Medicare Supplement (Medigap) Plans

Pam elaborates on Medicare Supplement plans, which cover costs not paid by Original Medicare, like co-insurance and deductibles. These plans vary by state and are regulated at the state level, and premiums depend on factors like age and location. Importantly, one cannot have both a Medicare Advantage plan and a Medigap plan simultaneously.

Choosing Between Original Medicare and Medicare Advantage

Pam highlights key factors to consider:

  • Medicare Advantage is suitable for those comfortable with provider networks, lower premiums, and added benefits like vision and dental.
  • Original Medicare with Medigap might be better for those wanting broader access to healthcare providers, especially those who frequently require medical services.

Changes for 2025

  1. Elimination of the Donut Hole: The infamous coverage gap in Part D prescription drug plans, known as the “donut hole,” will be eliminated.
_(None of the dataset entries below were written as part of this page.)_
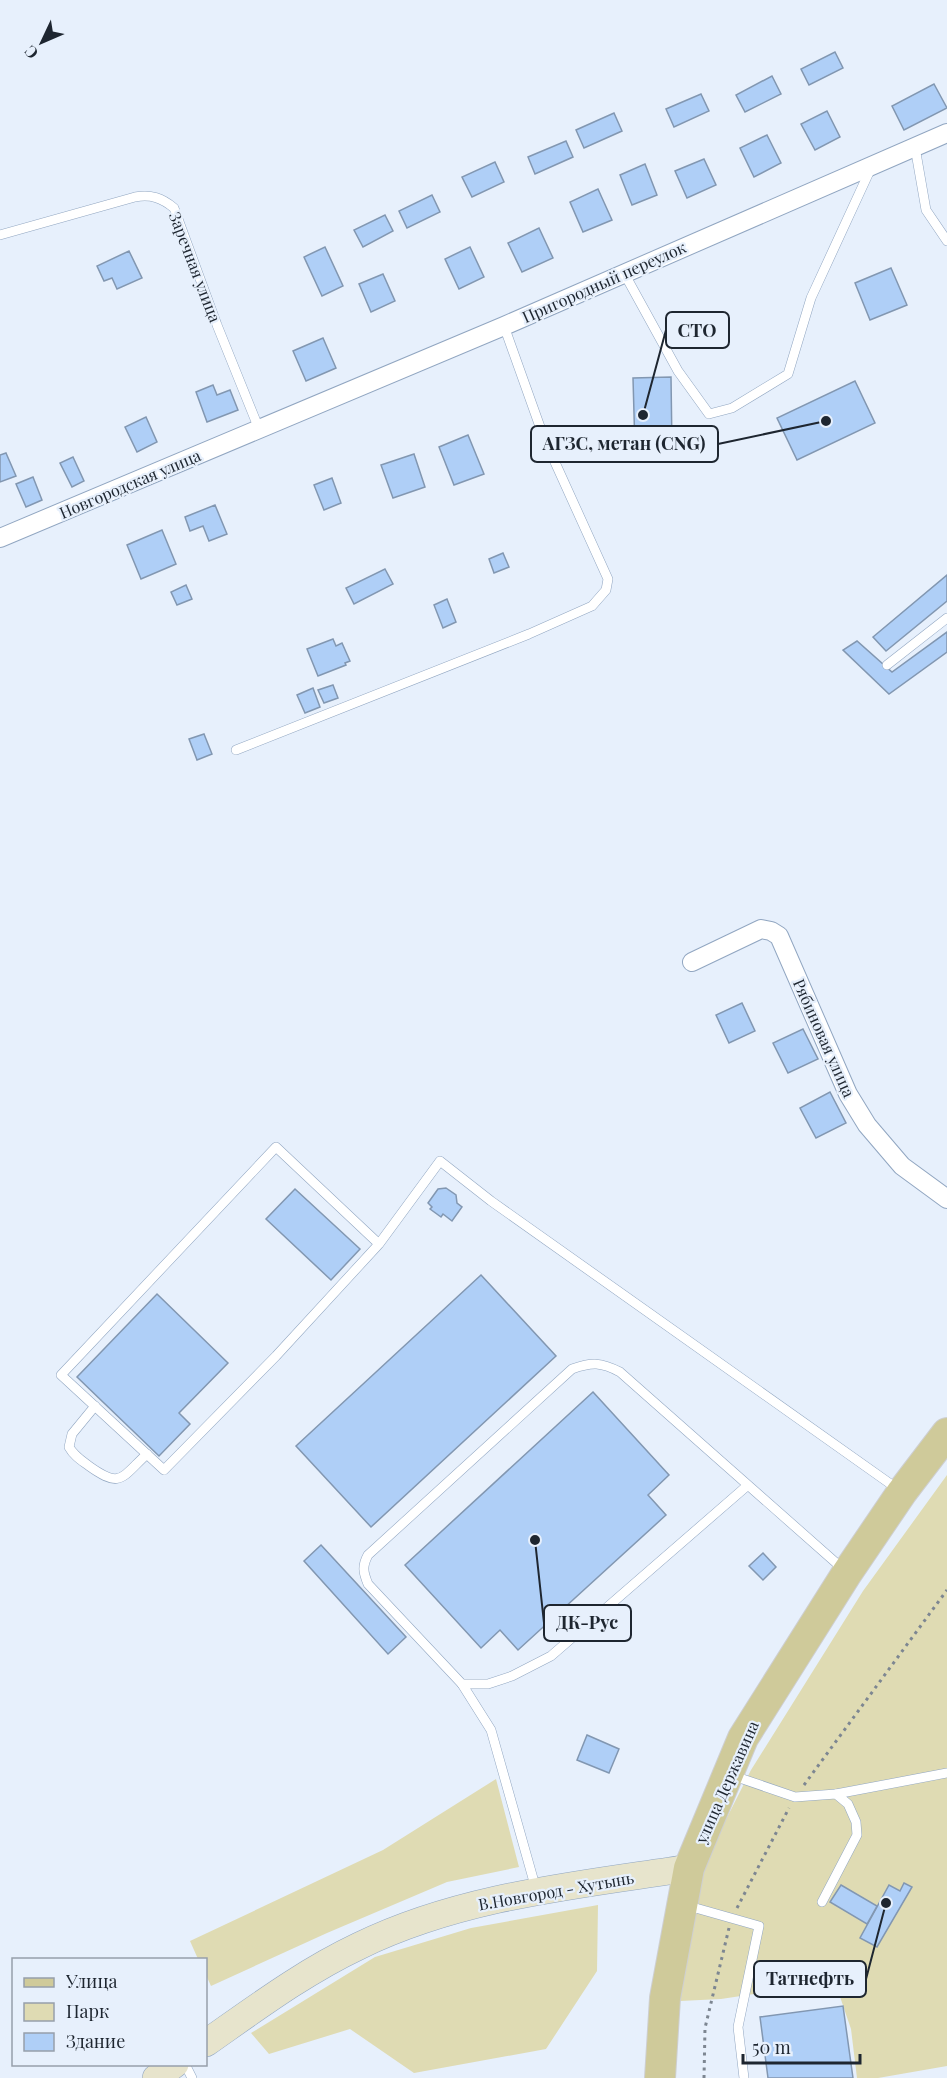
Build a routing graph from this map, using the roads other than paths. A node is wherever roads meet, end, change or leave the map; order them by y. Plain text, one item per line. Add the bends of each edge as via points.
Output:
1 (947, 133) edge
2 (915, 147) junction
3 (872, 166) junction
4 (0, 235) edge
5 (947, 241) edge
6 (624, 273) junction
7 (504, 326) junction
8 (259, 429) junction
9 (0, 538) edge
10 (947, 618) edge
11 (887, 665) dead end
12 (236, 750) dead end
13 (692, 962) dead end
14 (947, 1199) edge
15 (379, 1244) junction
16 (95, 1406) junction
17 (947, 1433) edge
18 (147, 1454) junction
19 (748, 1485) junction
20 (902, 1492) junction
21 (847, 1573) junction
22 (462, 1684) junction
23 (947, 1773) edge
24 (728, 1774) junction
25 (836, 1794) junction
26 (689, 1868) junction
27 (537, 1891) junction
28 (822, 1902) dead end
29 (682, 1904) junction
30 (207, 2042) edge
31 (169, 2072) edge
32 (192, 2078) edge
33 (660, 2078) edge
34 (744, 2078) edge

1 - 2 street, Пригородный переулок
2 - 3 street, Пригородный переулок
2 - 5 lane via 926,210
3 - 6 street, Пригородный переулок
3 - 6 lane via 811,298 788,374 732,408 709,414 678,371
4 - 8 lane, Заречная улица via 135,197 149,195 165,200 174,208
6 - 7 street, Пригородный переулок
7 - 8 street, Пригородный переулок
7 - 12 lane via 544,438 608,579 606,591 592,606 529,634
8 - 9 street, Новгородская улица
10 - 11 lane
13 - 14 street, Рябиновая улица via 761,929 778,936 848,1094 867,1125 902,1166
15 - 16 lane via 276,1147 62,1375
15 - 18 lane via 164,1470
15 - 20 lane via 440,1161
16 - 18 lane
16 - 18 lane via 72,1434 69,1447 73,1454 107,1479 115,1480
17 - 20 main road, улица Державина
19 - 21 lane
19 - 22 lane via 551,1656 488,1684
19 - 22 lane via 620,1372 605,1365 586,1364 572,1369 368,1555 363,1565 368,1584
20 - 21 main road, улица Державина
21 - 24 main road, улица Державина via 743,1738
22 - 27 lane via 491,1730
23 - 25 lane
24 - 25 lane via 795,1797
24 - 26 main road, улица Державина
25 - 28 lane via 848,1804 857,1835
26 - 27 street, В.Новгород - Хутынь
26 - 29 main road, улица Державина
27 - 30 street, В.Новгород - Хутынь via 415,1922 360,1945 308,1972
29 - 33 main road, улица Державина via 665,1998
29 - 34 lane via 759,1926 738,2027
31 - 32 lane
Beneficiaries won’t spend more than $2,000 on drug co-pays and co-insurance.
  2. Flexible Payment Options for Drugs: Beneficiaries can now opt to spread their drug payments over a period, which will help manage high-cost medications.
  3. Increased Access to Mental Health Services: Medicare is expanding the list of mental health professionals who can enroll as Medicare providers, improving access to these services.
  4. Notices for Unused Benefits: Medicare Advantage plans will issue mid-year notices to remind beneficiaries of unused benefits like vision and dental, encouraging them to take full advantage of their plans.
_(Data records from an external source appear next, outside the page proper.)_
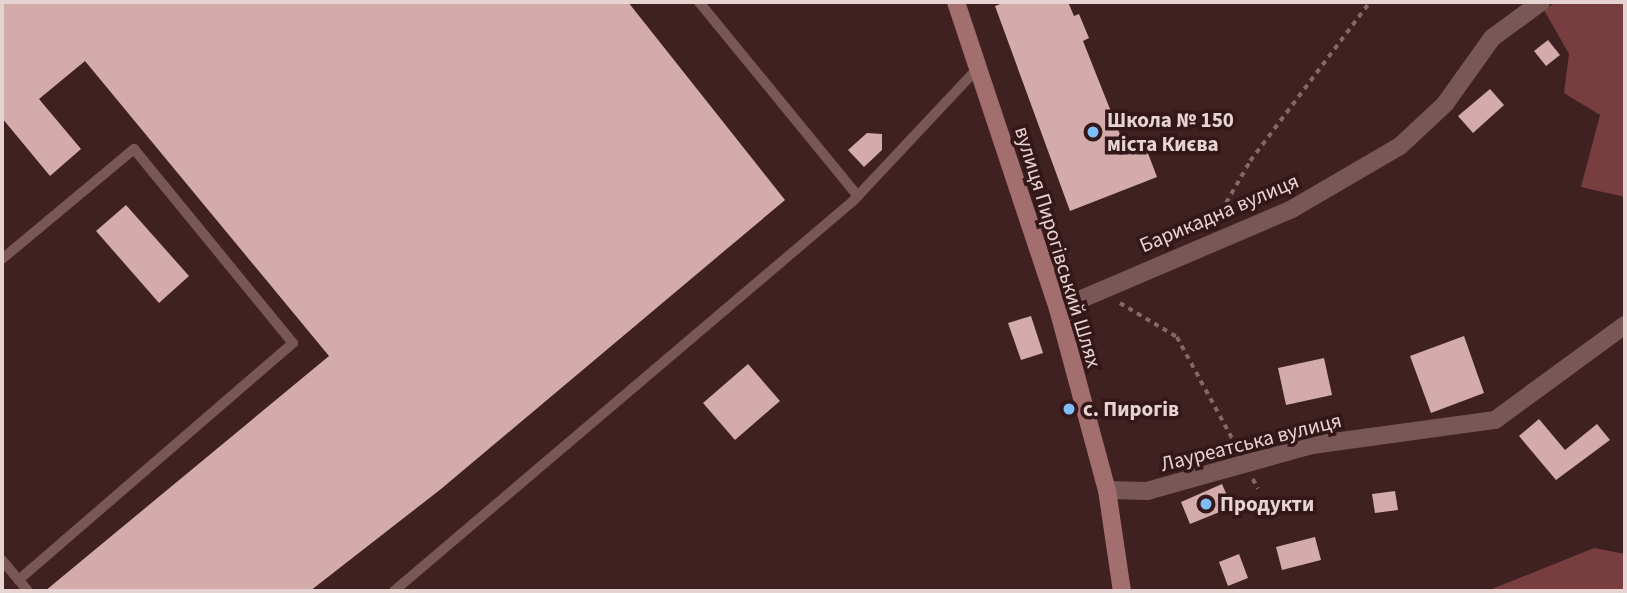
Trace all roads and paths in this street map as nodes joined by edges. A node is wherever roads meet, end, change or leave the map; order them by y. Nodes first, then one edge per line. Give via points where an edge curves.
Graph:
1 (699, 2) edge
2 (956, 2) edge
3 (1370, 2) edge
4 (1541, 2) edge
5 (978, 68) junction
6 (858, 196) junction
7 (1202, 246) junction
8 (2, 259) edge
9 (1097, 292) junction
10 (1058, 309) junction
11 (1625, 325) edge
12 (1246, 464) junction
13 (1258, 489) dead end
14 (1107, 490) junction
15 (2, 560) edge
16 (18, 580) junction
17 (28, 591) edge
18 (394, 591) edge
19 (1122, 591) edge

1 - 6 lane
2 - 5 street, вулиця Пирогівський Шлях
3 - 7 path via 1250,161
4 - 7 street, Барикадна вулиця via 1492,38 1445,104 1400,146 1292,209
5 - 6 lane
5 - 10 street, вулиця Пирогівський Шлях
6 - 18 lane
7 - 9 street, Барикадна вулиця
8 - 16 lane via 134,149 293,343
9 - 10 street, Барикадна вулиця
9 - 12 path via 1165,326 1177,337
10 - 14 street, вулиця Пирогівський Шлях
11 - 12 street, Лауреатська вулиця via 1495,420 1312,445
12 - 13 path
12 - 14 street, Лауреатська вулиця via 1147,491
14 - 19 street, вулиця Пирогівський Шлях
15 - 16 lane
16 - 17 lane

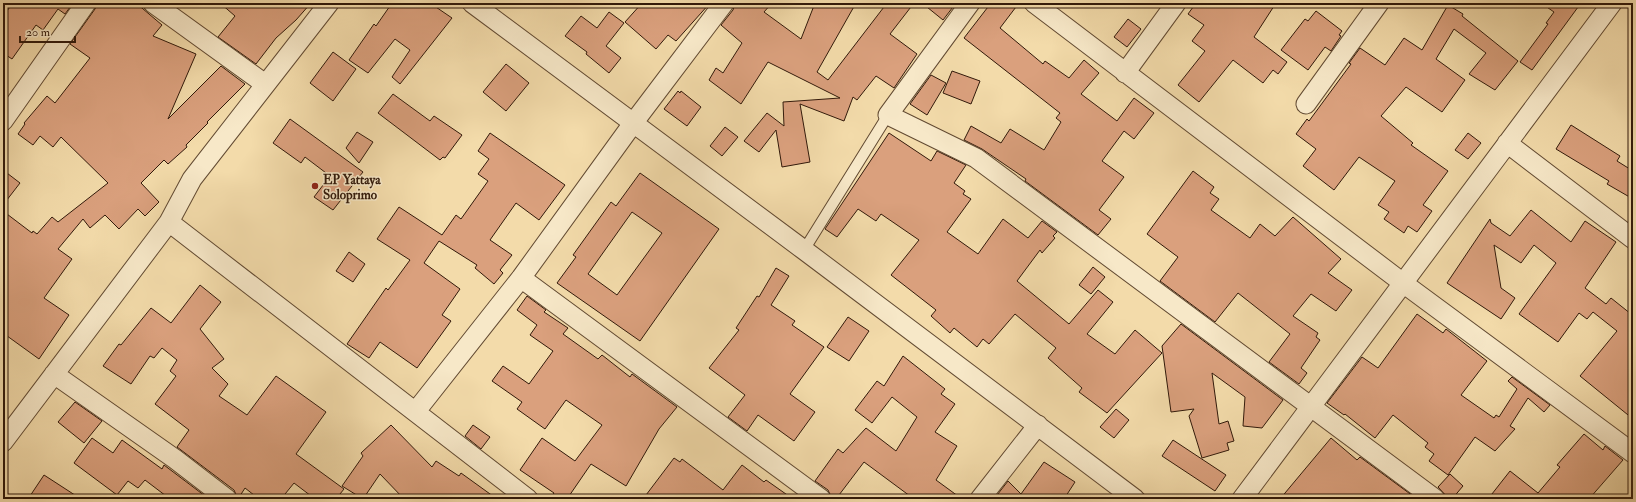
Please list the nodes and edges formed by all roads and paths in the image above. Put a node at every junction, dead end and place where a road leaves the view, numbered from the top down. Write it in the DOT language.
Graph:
graph roads {
  1 [pos="86,3"];
  2 [pos="153,3"];
  3 [pos="329,3"];
  4 [pos="472,3"];
  5 [pos="724,3"];
  6 [pos="970,3"];
  7 [pos="1034,3"];
  8 [pos="1176,3"];
  9 [pos="1379,3"];
  10 [pos="1612,3"];
  11 [pos="1125,73"];
  12 [pos="265,84"];
  13 [pos="1306,104"];
  14 [pos="888,115"];
  15 [pos="3,120"];
  16 [pos="634,122"];
  17 [pos="1507,143"];
  18 [pos="169,222"];
  19 [pos="1633,239"];
  20 [pos="804,250"];
  21 [pos="522,278"];
  22 [pos="1403,283"];
  23 [pos="54,374"];
  24 [pos="1310,407"];
  25 [pos="416,411"];
  26 [pos="1038,424"];
  27 [pos="3,442"];
  28 [pos="1633,453"];
  29 [pos="522,497"];
  30 [pos="227,499"];
  31 [pos="821,499"];
  32 [pos="980,499"];
  33 [pos="1135,499"];
  34 [pos="1242,499"];
  35 [pos="1435,499"];
  1 -- 15 [label="street"];
  2 -- 12 [label="street"];
  3 -- 12 [label="street"];
  4 -- 16 [label="street"];
  5 -- 16 [label="street"];
  6 -- 14 [label="street"];
  7 -- 11 [label="street"];
  8 -- 11 [label="street"];
  9 -- 13 [label="street"];
  10 -- 17 [label="street"];
  11 -- 22 [label="street"];
  12 -- 18 [label="street"];
  14 -- 20 [label="lane"];
  14 -- 24 [label="street"];
  16 -- 20 [label="street"];
  16 -- 21 [label="street"];
  17 -- 19 [label="street"];
  17 -- 22 [label="street"];
  18 -- 23 [label="street"];
  18 -- 25 [label="street"];
  20 -- 26 [label="street"];
  21 -- 25 [label="street"];
  21 -- 31 [label="street"];
  22 -- 24 [label="street"];
  22 -- 28 [label="street"];
  23 -- 27 [label="street"];
  23 -- 30 [label="street"];
  24 -- 34 [label="street"];
  24 -- 35 [label="street"];
  25 -- 29 [label="street"];
  26 -- 32 [label="street"];
  26 -- 33 [label="street"];
}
Important Enrollment Dates and Penalties

Pam emphasizes the importance of enrolling during the correct time frames:

  • Initial Enrollment Period: Seven months around an individual’s 65th birthday (three months before and after, plus the birth month).
  • Annual Enrollment Period: October 15 to December 7, where changes to plans can be made.
  • Penalties: Not enrolling in Part B or Part D when eligible could result in permanent financial penalties.

Appeals for Higher Income Premium Adjustments (IRMAA)

Pam explains how Medicare premiums for Part B and D can be higher based on income. She advises appealing this if the higher income was due to a one-time event like selling a home.

Reviewing Medicare Plans

Pam advises beneficiaries to review their Medicare plans and formularies each year. Plans may change what drugs they cover, and failing to review this could result in costly surprises in January. She stresses not ignoring notifications from Medicare or insurance providers, even if the information is online.